Güç sahipleri eski dostlarının sürekli kendisine karşı bağlılık, sadakat ve sevgi göstermek gibi “duygusal yatırımlar” yapmasından hoşnut olur. Fakat eski dostlarına karşı kendisinin “duygusal yatırım” yapmasını engelleyen nefsani engeller ortaya çıkar.

Bu gücü elde etmesinde kendilerinin de payı olduğunu söyleyen eski dostlardan hoşlanmaz olurlar. Dostlarını kendi gücünden yararlanmak isteyen ve sürekli kendisinden talepte bulunacak kişiler olarak görürler.

Dostlarını, kendisine yardımcı olabileceği yetkilerle donattığında esasen kendisi için yararlı olanı yapmış olacağını düşünemez. Hele hele borç ödeyen olmak güç sahibi olmanın raconuna uymaz. O sadece “ihsanda” bulunur. Bu ihsan karşılığı sadakat bekler.

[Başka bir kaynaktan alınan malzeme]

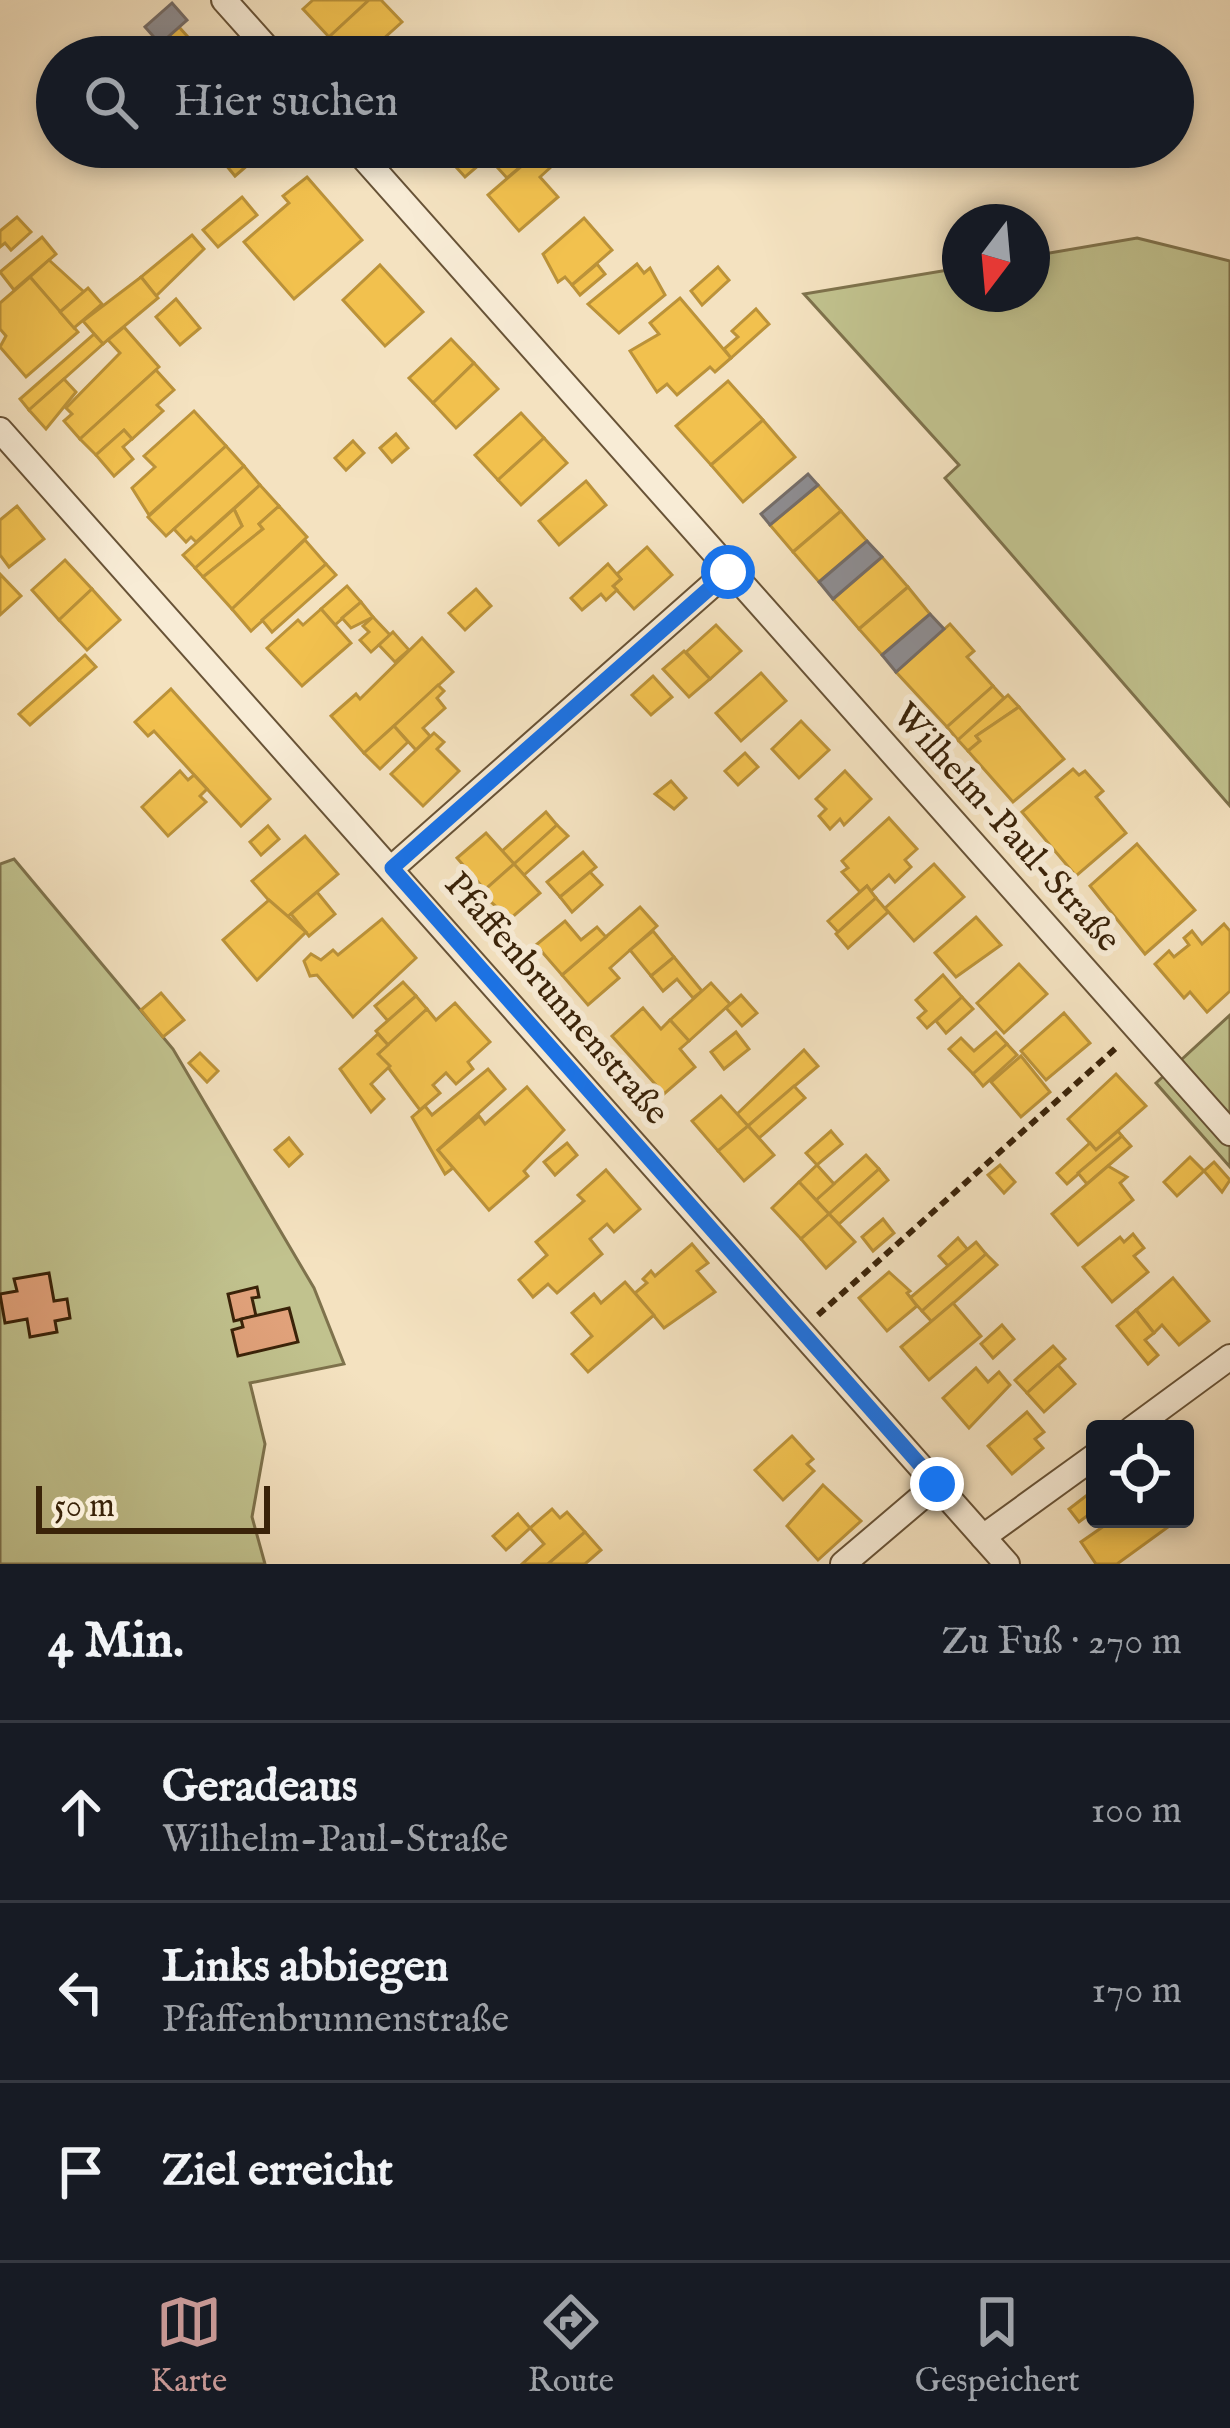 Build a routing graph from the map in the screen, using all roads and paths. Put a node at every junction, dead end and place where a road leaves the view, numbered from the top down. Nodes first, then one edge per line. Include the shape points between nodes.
1 (224, 0) edge
2 (256, 36) edge
3 (372, 168) edge
4 (0, 430) edge
5 (728, 572) junction
6 (392, 868) junction
7 (1138, 1029) junction
8 (1230, 1133) edge
9 (801, 1330) junction
10 (1230, 1357) edge
11 (1144, 1420) edge
12 (1086, 1463) edge
13 (937, 1484) junction
14 (983, 1538) junction
15 (843, 1564) edge
16 (1007, 1564) edge

1 - 2 street
3 - 5 street, Wilhelm-Paul-Straße
4 - 6 street, Pfaffenbrunnenstraße
5 - 6 street
5 - 7 street, Wilhelm-Paul-Straße
6 - 9 street, Pfaffenbrunnenstraße
7 - 8 street, Wilhelm-Paul-Straße
7 - 9 path
9 - 13 street, Pfaffenbrunnenstraße
10 - 11 street
12 - 14 street
13 - 14 street, Pfaffenbrunnenstraße
13 - 15 street
14 - 16 street, Pfaffenbrunnenstraße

Fakat dağıtacağı “ihsan” sınırlıdır. Bu yüzden “kendisine zarar verme ihtimali olmadığı için” eski dostlarına değil kendisine zarar vereceğinden endişe duyduklarına, onları kazanmak ve yakın tutmak için, yetki ve güç verirler.

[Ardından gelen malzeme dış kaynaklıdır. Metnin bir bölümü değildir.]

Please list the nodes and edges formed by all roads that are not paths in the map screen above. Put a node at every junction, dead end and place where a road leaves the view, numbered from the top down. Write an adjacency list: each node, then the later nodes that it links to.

Güç sahipleri için hayat gül bahçesi değildir. Güç kullanmak çetin yollar aşmayı gerektirir. Bu zorlu yolculukta yol arkadaşlarını iyi seçemeyenlerin akıbetleri hayalleri gibi olmaz.

****************************

İKTİDAR ORTAK KABUL ETMEZ

Ebû Müslim Horasanî, sadece yukarıda verdiğimiz sözü ile değil, hayatı ile de bugüne ve yarına ışık tutan dersler vermiştir.

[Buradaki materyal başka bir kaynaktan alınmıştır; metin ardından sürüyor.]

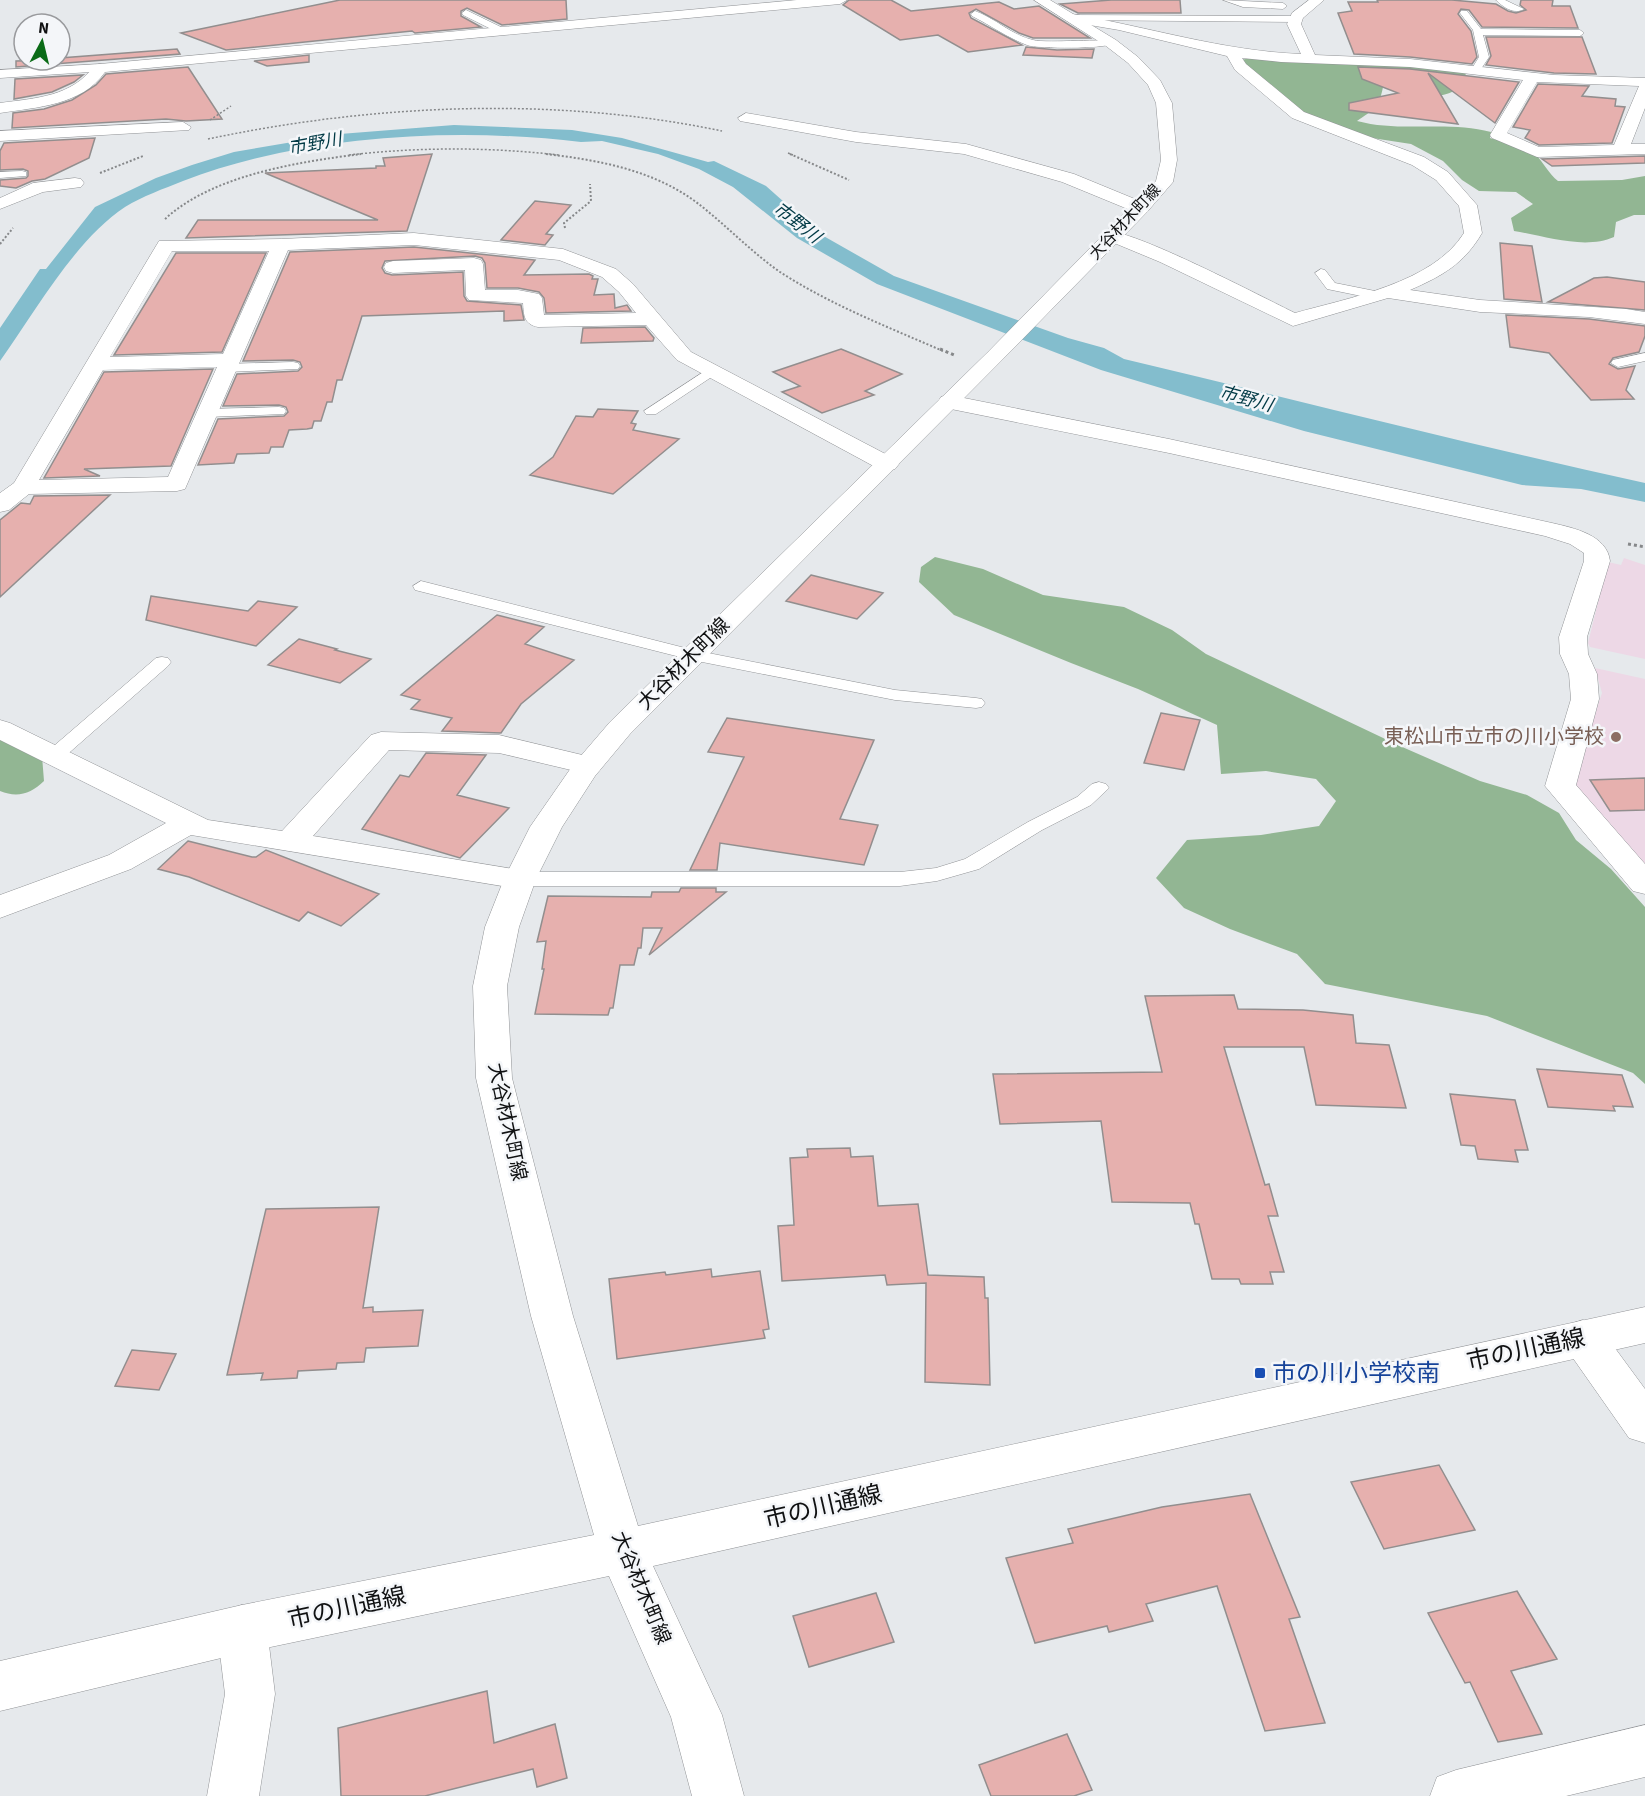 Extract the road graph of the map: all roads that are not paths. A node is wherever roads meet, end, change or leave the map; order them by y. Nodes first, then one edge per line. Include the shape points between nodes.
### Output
1 (840, 0) edge
2 (1035, 0) edge
3 (1041, 0) edge
4 (1227, 0) edge
5 (1317, 0) edge
6 (1500, 0) edge
7 (1283, 3) edge
8 (1520, 9) dead end
9 (1464, 13) dead end
10 (466, 14) dead end
11 (975, 14) dead end
12 (1072, 18) junction
13 (1296, 18) junction
14 (504, 32) junction
15 (1478, 32) junction
16 (1580, 33) dead end
17 (1111, 43) junction
18 (1233, 53) junction
19 (1310, 59) junction
20 (100, 68) junction
21 (1476, 70) junction
22 (0, 74) edge
23 (1532, 77) junction
24 (1645, 82) edge
25 (1645, 87) edge
26 (0, 108) edge
27 (746, 118) dead end
28 (183, 127) dead end
29 (0, 136) edge
30 (1645, 148) edge
31 (1621, 149) junction
32 (22, 174) dead end
33 (0, 175) edge
34 (75, 183) road end
35 (0, 204) edge
36 (1141, 208) junction
37 (1113, 236) junction
38 (280, 245) junction
39 (393, 267) dead end
40 (1321, 273) dead end
41 (1380, 294) junction
42 (1645, 318) edge
43 (650, 319) junction
44 (1645, 357) edge
45 (1618, 363) dead end
46 (97, 364) junction
47 (228, 364) junction
48 (293, 366) dead end
49 (711, 371) junction
50 (950, 402) junction
51 (279, 411) dead end
52 (651, 411) dead end
53 (207, 412) junction
54 (887, 464) junction
55 (23, 487) junction
56 (0, 505) edge
57 (421, 586) dead end
58 (692, 656) junction
59 (162, 662) dead end
60 (976, 703) dead end
61 (0, 729) edge
62 (55, 755) junction
63 (588, 765) junction
64 (1099, 788) dead end
65 (189, 823) junction
66 (290, 842) junction
67 (520, 879) junction
68 (1645, 884) edge
69 (0, 907) edge
70 (1645, 1325) edge
71 (1583, 1338) junction
72 (1645, 1424) edge
73 (622, 1551) junction
74 (242, 1629) junction
75 (0, 1686) edge
76 (1645, 1751) edge
77 (232, 1796) edge
78 (718, 1796) edge
79 (1456, 1796) edge

1 - 14 street
2 - 3 street
3 - 12 street, 大谷材木町線
4 - 7 lane via 1243,4
5 - 13 street
6 - 8 lane
7 - 13 street via 1284,10
9 - 15 lane
10 - 14 lane
11 - 17 lane via 1030,43
12 - 13 lane
12 - 17 street, 大谷材木町線
12 - 18 street
13 - 19 street via 1296,30
14 - 20 street
15 - 16 lane
15 - 21 lane via 1484,57
17 - 36 street, 大谷材木町線 via 1155,83 1164,103 1169,160 1164,182
18 - 19 street
18 - 41 street via 1240,67 1298,115 1418,161 1442,176 1468,205 1473,233 1462,250 1427,275
19 - 21 street
20 - 22 street
20 - 26 street via 89,83 73,92
21 - 23 street
23 - 24 street
23 - 31 street via 1498,135 1537,152
25 - 31 street
27 - 36 street via 856,137 966,149 1068,178
28 - 29 street
30 - 31 street
32 - 33 lane
34 - 35 street via 39,187
36 - 37 street, 大谷材木町線
37 - 41 street via 1293,320
37 - 50 street, 大谷材木町線
38 - 43 street via 414,239 539,251 609,273
38 - 46 street via 166,245
38 - 47 street
39 - 43 street via 474,264 476,296 532,298 534,318 538,321
40 - 41 lane via 1331,286
41 - 42 street
43 - 49 street via 679,352
44 - 45 lane
46 - 47 street
46 - 55 street
47 - 48 lane
47 - 53 street
49 - 52 lane
49 - 54 street
50 - 54 street, 大谷材木町線
50 - 68 street via 1552,530 1596,550 1597,561 1573,637 1586,699 1560,786
51 - 53 lane
53 - 55 street via 177,484
54 - 58 street, 大谷材木町線
55 - 56 street
57 - 58 lane
58 - 60 lane via 895,696
58 - 63 street, 大谷材木町線
59 - 62 lane
61 - 62 street
62 - 65 street
63 - 66 street via 499,744 381,741
63 - 67 street, 大谷材木町線 via 546,827
64 - 67 lane via 1084,801 972,864 937,874 900,879
65 - 66 street
65 - 69 street via 120,862
66 - 67 street
67 - 73 street, 大谷材木町線 via 502,927 490,986 494,1078 552,1316
70 - 71 street, 市の川通線
71 - 72 street
71 - 73 street, 市の川通線
73 - 74 street, 市の川通線
73 - 78 street, 大谷材木町線 via 696,1715
74 - 75 street, 市の川通線
74 - 77 street via 250,1694
76 - 79 street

Bu büyük komutan Emevî hanedanını yıkıp, Abbasîlerin iktidara gelmelerinde etkin rol oynamış ve aile içi muhaliflerinden kurtulmalarını sağlamıştır. Ancak bu yaptıkları ve kendisine sadık birlikler sayesinde öyle bir güç kazanmıştır ki, bedelini hayatı ile ödemiştir.

Çünkü devlet içinde gittikçe artan gücü Halifeyi korkutmuştur. Abbasî halifesi Mansur, Ebû Müslim’in gücünü kendisi için bir tehdit oluşturduğu kanaatine varmıştır. Ebû Müslim’i son derece iltifatkar bir tavırla sarayına davet ederek, görüşme esnasında öldürtmüştür.

Bu ve benzeri tarihi olayları en iyi açıklayan sözü hatırlayalım: “İktidar ortak kabul etmez.”

****************************

GÜÇ SAHİBİ OLMAK, GÜÇLÜ OLMAK DEĞİLDİR

İktidar olmak ile muktedir olmak farklı şeylerdir. Bunu en iyi güç sahibi olan bilir.

Nasıl ki “var olmakla” “varlıklı olmak” aynı şeyler değilse, “güçlü olmakla” “güç sahibi olmak” da farklı şeylerdir.

“Hiçbir sahiplik, insanı gerçek anlamda güçlü kılmaz. İnsan ne kadar çok şeye sahip olursa olsun, içinden gelen bir gücü ve eksikliğini giderecek gerçek dostları da yoksa, sahip oldukları ona gerçek bir güç vermez.”

****************************

NİÇİN YAZDIM?

Bu yazdıklarımı herkes kendine göre bazı somut olaylara uygulayarak okuyacağını sanıyorum. Bence hiç mahzuru yok, isteyen herkes kendince hangi olaya uygun görüyorsa onu düşünebilir. Kendi çalıştığı şirkette, kurumda; görev yaptığı STK’da veya siyasi partide yaşadıklarına uygulayabilir.

Ama bana bu yazıları yazdıran 18 yıllık Ak Parti iktidarı sürecinde yaşadıklarımız. FETÖ ile yol arkadaşlıkları, PKK ile yürütülen “çözüm süreci” ve akıbeti gibi olaylar… R. Tayyip Erdoğan’ın yola çıkarken beraber olduğu arkadaşlarının bazılarının kendilerinden uzaklaşmış olması, hatta bazılarının siyasi partiler kurarak rakip olmaları gibi gerçekler.

Bana Stephen Hawking’in cümlesiyle diyebilirsiniz: “Tarih çalışmak için çok zaman harcıyorsunuz. Kabul edin ki, bu çoğunlukla aptallığın tarihidir.”

Ben de kabul ediyorum, özellikle son 18 yılda çok aptalca şeyler yaşadık.

Dileğim, yaşadığımız trajedileri tekrarlayarak maskara olmamamız.